Well, actually…no. Cranick didn’t act rationally, he acted stupidly. A homeowner has no excuse for leaving his home without fire fighting services when it only costs him $75 annually to secure it. I have no sympathy for this guy.
But this gets to one of the main problems with libertarians: they tend to make dubious assumptions about human behavior. They think “OF COURSE nobody would willingly go without fire department protection. Take away the government and the individual citizens acting in their own interest will produce a collectively positive result.” Well, guess what? People aren’t always rational. Many are quite stupid and short-sighted. And the ability of individuals to mitigate the poor decision making of their neighbors is subject to various constraints, including access to information (people in this thread seem to assume that anyone in the community could have found out or cared to find out whether Cranick had paid his annual fee).
I’m actually not opposed to the system in place in Obion Co., TN, given the sparse population and limited resources available. But if you’re advocating small government (not you personally), you’re necessarily accepting that certain people will inevitably make bad choices that they have to suffer the consequences for, even if the consequences are dire and pitiable. If you believe this is the way things should be, don’t try to gloss over the negatives with some half-assed “no true Scotsman” argument.
You’re not talking about this thread, right? Because they did have the budget to bring their firetruck right to the Cranick’s house, but declined to water his house since he’d not paid the $75 fee.
(And, risking redundancy, be aware I’m neither condemning the fire department nor condoning the Cranick’s delinquency. I’m condemning the hyper-libertarian mindset that led to this and that makes America the laughing-stock of the Western world.)
I don’t think so. What the department did was very foolish, and if kept up borders on the suicidal. Who do you think would end up the scapegoat if neglecting a fire the way they did this one lets it get out control? And as I said, this is practically begging for someone to lose it and start killing fire fighters. We could very easily have been talking about “the Cranick mass shooting” today.
Duh. “In a libertarian world.” A different universe with different people with different instincts.
Right, because no one in the perfect libertarian world ever forgets anything. All your brains are perfect. Oh, if only those stupid liberals who want things would all be destroyed by their own imperfection, that you & yours could inherit the earth & make it perfect & Godly!
Of course, when you get older & start forgetting things, you’ll become a “liberal” too. :eek:
[/snark] And I forgot this is not the Pit.
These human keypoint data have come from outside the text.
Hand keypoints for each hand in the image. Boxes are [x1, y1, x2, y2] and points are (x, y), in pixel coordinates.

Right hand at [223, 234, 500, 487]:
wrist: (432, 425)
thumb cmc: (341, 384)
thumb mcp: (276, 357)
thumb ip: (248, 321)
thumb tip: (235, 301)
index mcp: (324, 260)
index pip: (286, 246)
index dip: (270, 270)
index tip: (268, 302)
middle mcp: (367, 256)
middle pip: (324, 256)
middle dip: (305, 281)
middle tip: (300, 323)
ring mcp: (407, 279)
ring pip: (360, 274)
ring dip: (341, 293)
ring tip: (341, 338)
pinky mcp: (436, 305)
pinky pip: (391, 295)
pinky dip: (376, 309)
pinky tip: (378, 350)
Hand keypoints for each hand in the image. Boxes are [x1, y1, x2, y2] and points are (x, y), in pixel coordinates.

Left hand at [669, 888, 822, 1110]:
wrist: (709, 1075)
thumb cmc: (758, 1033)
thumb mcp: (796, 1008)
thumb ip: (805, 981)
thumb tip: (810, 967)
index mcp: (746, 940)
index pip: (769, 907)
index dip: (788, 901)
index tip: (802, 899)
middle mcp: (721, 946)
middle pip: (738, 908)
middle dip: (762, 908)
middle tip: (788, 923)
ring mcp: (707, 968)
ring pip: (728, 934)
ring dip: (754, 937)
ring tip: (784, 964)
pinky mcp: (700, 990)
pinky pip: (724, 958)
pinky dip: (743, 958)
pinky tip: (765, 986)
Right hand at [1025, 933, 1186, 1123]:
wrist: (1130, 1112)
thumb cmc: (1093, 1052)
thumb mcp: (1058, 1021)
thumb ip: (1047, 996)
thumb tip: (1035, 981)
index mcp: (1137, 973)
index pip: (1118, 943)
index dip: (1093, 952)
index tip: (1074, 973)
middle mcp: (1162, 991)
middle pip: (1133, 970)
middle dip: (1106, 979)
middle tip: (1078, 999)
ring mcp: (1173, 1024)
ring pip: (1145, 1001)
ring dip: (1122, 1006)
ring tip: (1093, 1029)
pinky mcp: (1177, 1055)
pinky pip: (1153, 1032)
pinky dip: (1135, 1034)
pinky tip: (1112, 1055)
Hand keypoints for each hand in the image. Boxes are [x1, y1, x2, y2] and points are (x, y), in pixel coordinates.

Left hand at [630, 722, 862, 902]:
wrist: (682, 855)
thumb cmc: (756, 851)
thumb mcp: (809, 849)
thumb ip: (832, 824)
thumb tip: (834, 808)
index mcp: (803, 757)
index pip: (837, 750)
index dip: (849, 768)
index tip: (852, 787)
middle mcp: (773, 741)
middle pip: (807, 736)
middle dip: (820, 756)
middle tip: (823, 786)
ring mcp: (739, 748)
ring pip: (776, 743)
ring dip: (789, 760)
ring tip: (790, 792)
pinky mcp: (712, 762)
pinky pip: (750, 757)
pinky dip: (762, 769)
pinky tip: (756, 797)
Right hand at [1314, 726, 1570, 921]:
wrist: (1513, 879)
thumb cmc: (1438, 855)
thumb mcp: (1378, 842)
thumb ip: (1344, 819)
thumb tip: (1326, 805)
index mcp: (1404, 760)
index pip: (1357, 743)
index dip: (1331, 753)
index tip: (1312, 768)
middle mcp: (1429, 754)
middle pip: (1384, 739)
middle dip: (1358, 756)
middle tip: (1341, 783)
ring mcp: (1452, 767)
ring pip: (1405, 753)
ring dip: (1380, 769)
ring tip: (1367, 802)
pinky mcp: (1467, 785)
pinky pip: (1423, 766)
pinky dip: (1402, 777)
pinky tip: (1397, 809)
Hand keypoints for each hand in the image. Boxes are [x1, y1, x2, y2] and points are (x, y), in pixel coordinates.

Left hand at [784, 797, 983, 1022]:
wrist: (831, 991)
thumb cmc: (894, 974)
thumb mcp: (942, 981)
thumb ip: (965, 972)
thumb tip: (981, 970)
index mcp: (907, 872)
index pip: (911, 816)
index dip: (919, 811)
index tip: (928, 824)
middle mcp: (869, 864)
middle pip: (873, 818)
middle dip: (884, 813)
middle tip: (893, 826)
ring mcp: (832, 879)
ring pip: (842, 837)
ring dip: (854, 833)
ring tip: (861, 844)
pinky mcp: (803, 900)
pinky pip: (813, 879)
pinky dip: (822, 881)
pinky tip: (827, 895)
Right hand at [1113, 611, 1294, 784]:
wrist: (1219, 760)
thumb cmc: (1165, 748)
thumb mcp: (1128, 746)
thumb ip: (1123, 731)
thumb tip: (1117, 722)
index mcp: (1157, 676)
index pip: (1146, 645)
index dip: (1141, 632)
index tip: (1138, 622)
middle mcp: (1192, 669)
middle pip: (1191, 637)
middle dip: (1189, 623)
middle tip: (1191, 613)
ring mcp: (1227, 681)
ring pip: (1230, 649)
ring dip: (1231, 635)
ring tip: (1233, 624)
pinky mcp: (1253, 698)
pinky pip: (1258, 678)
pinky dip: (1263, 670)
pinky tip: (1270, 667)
Actually, no, they had no way to know that. Why do all of these libertarians assume that we all know everything & are up in each others’ business? Libertarian solutions don’t work because no one has complete information.
People, if they are conscious & free, act rationally based on their understanding of the situation. This is a “by definition” thing in macroeconomics. To an economist, saying someone acted irrationally & stupidly, & thus deserve their poor outcome, is just after-the-fact moralizing & excuse-making.